Ricardo Nogueira, presidente da SMARTTECH

* por Ricardo Nogueira

Acredito que a imobilidade seja fatal no mundo dos negócios, notadamente em tempos de instabilidade como os de hoje. Vivemos uma realidade que passa longe de qualquer outra que já tivéssemos um dia experimentado, e isto não passará. Nada será como antes. Então é melhor descobrir as oportunidades nesse ambiente e, sobretudo, fazer as coisas de modo diferente, quebrando paradigmas se necessário.

Essas afirmações explicam de certa forma a decisão de lançar a nossa organização, 100% brasileira, em uma nova dimensão no que diz respeito à sua atuação no mercado. Sim, o nosso DNA é tecnologia, e continuará sendo assim.

Estou falando aqui de uma nova frente de trabalho além daquela a qual temos tradicionalmente dedicado nossos esforços, que não é outra senão a de oferecer soluções inovadoras de engenharia para os gargalos de produtos, seu desenvolvimento e aprimoramento.

E foi no trato dessa complexa tarefa com empresas dos mais variados setores da economia começamos a nos perguntar se deveríamos dar mais atenção aos processos em vez de focar nos produtos e decidimos partir com mais foco para essa empreitada.

Bem, a experiência tem nos ensinado que o risco de perder um cliente por ineficiência de processos é, muitas vezes, maior do que por um produto ruim. Descobrimos que não são poucas as empresas brasileiras que carecem de uma abordagem orientada para seus processos a fim de alçar um novo e desejado patamar.

Diga-se de passagem, vimos experimentando resultados extraordinários com essa prática em nossa própria organização.  Mas, saibam, para obtê-los é preciso superar resistências e mergulhar no novo.

Se você está pensando naquele estilo tradicional de gestão de cima para baixo, esqueça. Quando o foco se dá em processos e não simplesmente em tarefas, a departamentalização cede lugar a um time envolvido na conquista de um resultado melhor.

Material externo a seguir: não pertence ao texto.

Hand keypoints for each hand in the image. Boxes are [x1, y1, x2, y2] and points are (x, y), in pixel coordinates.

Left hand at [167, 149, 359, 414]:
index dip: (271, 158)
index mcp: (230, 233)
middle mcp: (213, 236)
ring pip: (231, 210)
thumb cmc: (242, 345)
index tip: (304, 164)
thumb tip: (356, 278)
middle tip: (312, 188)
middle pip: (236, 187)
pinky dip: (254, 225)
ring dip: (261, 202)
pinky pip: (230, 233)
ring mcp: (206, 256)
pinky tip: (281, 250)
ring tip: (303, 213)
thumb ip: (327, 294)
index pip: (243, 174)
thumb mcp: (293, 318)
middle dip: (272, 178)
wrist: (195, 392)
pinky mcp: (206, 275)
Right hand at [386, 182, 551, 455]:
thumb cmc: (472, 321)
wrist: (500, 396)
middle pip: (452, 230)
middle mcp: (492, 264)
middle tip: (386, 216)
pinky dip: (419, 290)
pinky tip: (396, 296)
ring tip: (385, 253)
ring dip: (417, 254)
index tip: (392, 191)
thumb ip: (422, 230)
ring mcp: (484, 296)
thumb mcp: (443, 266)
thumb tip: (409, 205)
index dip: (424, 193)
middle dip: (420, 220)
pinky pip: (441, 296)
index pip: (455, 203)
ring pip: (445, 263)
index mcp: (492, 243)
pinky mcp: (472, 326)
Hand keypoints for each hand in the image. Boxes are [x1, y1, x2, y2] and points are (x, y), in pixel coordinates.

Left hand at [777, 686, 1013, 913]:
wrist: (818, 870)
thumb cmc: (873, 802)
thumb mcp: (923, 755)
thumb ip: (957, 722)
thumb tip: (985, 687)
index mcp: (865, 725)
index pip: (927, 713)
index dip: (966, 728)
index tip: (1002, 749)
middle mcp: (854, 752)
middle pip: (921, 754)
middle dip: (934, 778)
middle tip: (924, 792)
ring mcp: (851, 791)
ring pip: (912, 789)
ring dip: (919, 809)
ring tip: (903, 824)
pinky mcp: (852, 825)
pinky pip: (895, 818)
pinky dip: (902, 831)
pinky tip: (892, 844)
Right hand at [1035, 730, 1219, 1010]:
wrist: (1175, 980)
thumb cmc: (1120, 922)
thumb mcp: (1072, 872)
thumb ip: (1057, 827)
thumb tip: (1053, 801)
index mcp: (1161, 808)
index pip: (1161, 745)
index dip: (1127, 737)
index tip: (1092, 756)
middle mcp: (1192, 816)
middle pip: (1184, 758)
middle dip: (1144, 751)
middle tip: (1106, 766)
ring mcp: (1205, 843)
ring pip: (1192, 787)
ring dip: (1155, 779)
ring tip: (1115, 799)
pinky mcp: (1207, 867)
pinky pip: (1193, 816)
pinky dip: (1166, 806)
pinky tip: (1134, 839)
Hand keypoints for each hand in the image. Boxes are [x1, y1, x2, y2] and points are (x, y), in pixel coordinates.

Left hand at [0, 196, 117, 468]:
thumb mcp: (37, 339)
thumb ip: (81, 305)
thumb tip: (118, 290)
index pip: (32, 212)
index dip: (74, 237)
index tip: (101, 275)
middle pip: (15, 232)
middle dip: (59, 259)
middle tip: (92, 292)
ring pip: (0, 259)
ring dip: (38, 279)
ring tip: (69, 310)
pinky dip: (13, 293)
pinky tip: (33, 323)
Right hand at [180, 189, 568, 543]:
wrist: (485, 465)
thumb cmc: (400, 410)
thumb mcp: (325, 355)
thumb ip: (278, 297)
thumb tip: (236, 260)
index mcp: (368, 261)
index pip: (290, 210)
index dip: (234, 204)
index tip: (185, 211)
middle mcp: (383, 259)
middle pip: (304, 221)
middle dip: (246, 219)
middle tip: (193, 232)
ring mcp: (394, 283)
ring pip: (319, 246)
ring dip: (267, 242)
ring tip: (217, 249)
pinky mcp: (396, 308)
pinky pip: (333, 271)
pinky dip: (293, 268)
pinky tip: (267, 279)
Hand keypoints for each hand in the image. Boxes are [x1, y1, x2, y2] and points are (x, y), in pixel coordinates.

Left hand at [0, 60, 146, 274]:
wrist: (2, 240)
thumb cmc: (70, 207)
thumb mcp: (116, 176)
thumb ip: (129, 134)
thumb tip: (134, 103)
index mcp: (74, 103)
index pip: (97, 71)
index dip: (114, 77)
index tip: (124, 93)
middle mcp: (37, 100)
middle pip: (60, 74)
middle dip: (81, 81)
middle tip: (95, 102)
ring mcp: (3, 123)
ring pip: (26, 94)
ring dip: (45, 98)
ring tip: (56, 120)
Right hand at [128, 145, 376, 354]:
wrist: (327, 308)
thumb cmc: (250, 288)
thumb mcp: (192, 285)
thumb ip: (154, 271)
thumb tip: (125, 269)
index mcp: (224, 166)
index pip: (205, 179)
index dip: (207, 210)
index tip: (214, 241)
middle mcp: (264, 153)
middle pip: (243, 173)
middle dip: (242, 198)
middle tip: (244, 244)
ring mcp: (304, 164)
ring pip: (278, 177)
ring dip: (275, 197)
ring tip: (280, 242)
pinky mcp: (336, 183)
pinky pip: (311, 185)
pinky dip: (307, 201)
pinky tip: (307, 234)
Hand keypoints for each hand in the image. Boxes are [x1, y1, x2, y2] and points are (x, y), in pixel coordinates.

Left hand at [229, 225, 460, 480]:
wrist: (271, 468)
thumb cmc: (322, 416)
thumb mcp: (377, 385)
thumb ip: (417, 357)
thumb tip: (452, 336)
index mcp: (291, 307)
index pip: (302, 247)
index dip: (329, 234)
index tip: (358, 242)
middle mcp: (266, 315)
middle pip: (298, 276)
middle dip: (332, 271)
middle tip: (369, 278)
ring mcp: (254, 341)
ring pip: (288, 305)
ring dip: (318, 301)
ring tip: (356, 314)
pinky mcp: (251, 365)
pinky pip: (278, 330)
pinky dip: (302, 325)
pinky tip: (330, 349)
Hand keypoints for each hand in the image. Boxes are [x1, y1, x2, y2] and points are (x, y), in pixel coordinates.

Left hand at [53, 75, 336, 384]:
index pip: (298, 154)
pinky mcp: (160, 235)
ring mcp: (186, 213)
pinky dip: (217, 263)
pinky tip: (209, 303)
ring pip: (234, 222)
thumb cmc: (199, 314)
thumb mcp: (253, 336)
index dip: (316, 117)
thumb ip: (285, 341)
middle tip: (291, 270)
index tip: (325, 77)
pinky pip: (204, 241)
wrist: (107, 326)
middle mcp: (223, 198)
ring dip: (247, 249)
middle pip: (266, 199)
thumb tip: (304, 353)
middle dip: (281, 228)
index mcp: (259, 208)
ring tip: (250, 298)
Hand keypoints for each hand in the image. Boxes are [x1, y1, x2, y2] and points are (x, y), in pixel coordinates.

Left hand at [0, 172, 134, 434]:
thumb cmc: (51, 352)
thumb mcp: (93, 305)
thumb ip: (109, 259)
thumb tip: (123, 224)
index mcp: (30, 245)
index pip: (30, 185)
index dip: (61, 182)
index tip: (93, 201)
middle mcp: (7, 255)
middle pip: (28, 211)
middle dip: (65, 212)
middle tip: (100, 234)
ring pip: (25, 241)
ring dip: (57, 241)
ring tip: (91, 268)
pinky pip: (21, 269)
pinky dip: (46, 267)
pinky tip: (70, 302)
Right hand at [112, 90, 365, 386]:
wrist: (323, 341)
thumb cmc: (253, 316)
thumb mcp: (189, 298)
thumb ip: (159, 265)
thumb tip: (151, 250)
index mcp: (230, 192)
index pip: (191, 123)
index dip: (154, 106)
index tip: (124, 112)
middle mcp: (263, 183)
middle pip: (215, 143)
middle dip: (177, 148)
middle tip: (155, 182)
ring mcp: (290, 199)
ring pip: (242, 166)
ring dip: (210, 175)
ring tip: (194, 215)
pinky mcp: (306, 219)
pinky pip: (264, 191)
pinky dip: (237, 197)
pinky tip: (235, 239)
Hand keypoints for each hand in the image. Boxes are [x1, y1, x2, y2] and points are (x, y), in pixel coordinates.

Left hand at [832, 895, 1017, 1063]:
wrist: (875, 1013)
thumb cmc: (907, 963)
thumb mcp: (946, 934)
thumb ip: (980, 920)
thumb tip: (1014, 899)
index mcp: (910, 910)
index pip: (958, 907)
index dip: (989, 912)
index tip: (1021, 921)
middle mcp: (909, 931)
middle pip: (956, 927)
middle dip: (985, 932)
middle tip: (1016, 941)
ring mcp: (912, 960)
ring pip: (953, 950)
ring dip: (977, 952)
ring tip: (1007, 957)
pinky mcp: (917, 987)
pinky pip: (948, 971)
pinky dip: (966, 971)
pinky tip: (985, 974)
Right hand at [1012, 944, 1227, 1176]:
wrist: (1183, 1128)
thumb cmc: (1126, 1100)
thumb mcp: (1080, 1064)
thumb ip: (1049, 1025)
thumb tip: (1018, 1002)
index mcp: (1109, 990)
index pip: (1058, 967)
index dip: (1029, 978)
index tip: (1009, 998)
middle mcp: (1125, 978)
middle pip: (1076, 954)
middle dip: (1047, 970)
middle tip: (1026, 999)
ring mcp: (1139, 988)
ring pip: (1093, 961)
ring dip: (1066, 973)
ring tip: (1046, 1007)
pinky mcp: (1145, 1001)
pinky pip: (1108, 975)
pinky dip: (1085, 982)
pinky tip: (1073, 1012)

Obviamente o cliente está necessariamente incluído.

O resultado disso é que a organização aumentará sua energia empresarial e certamente descobrirá, no mínimo, novos caminhos para os seus negócios.

O segredo? Nenhum. A arte está em integrar tecnologia e metodologias inovadoras aos sistemas que antecedem à produção propriamente dita. Organizar estruturas de engenharia com alvo na competitividade. Se pudéssemos fazer uma imagem disso ela seria uma panorâmica de um processo de trabalho unificado, sem fragmentação.

Em outras palavras, é preciso conduzir as organizações a partir da visão de que uma empresa é feita de pessoas e de processos. Estes, infelizmente em muitos casos, padecem com a falta de um gerenciamento adequado e seguem como que desconectados do objetivo.

Os resultados da abordagem orientada de processos requer uma percepção clara de como a operação trabalha, identificação de fragilidades, treinamento e integração das engenharias com sistemas saudáveis, baseados nas melhores práticas, procedimentos e recursos tecnológicos.

Gerenciar com eficiência equivale a, sobretudo, ser um facilitador, em vez de só supervisionar resultados pontuais. Desse modo as possibilidades de ganhar robustez sem realizar grandes investimentos crescerão exponencialmente.

É esse o projeto ao qual nos dedicaremos mais fortemente a partir deste ano, com trabalho sistêmico e multidisciplinar desenvolvido por nossos especialistas. Começaremos com foco nas áreas automobilística, de plásticos, máquinas agrícolas e segurança veicular.

Acreditamos  – e comprovamos – que a gestão transversal de processos proporciona fantásticas oportunidades de melhoria, e que essa abordagem sem fronteiras extingue atividades improdutivas muitas vezes não percebidas no dia a dia das operações.

Seus processos são robustos o bastante para manter sua empresa competitiva nos próximos anos? Pense nisso.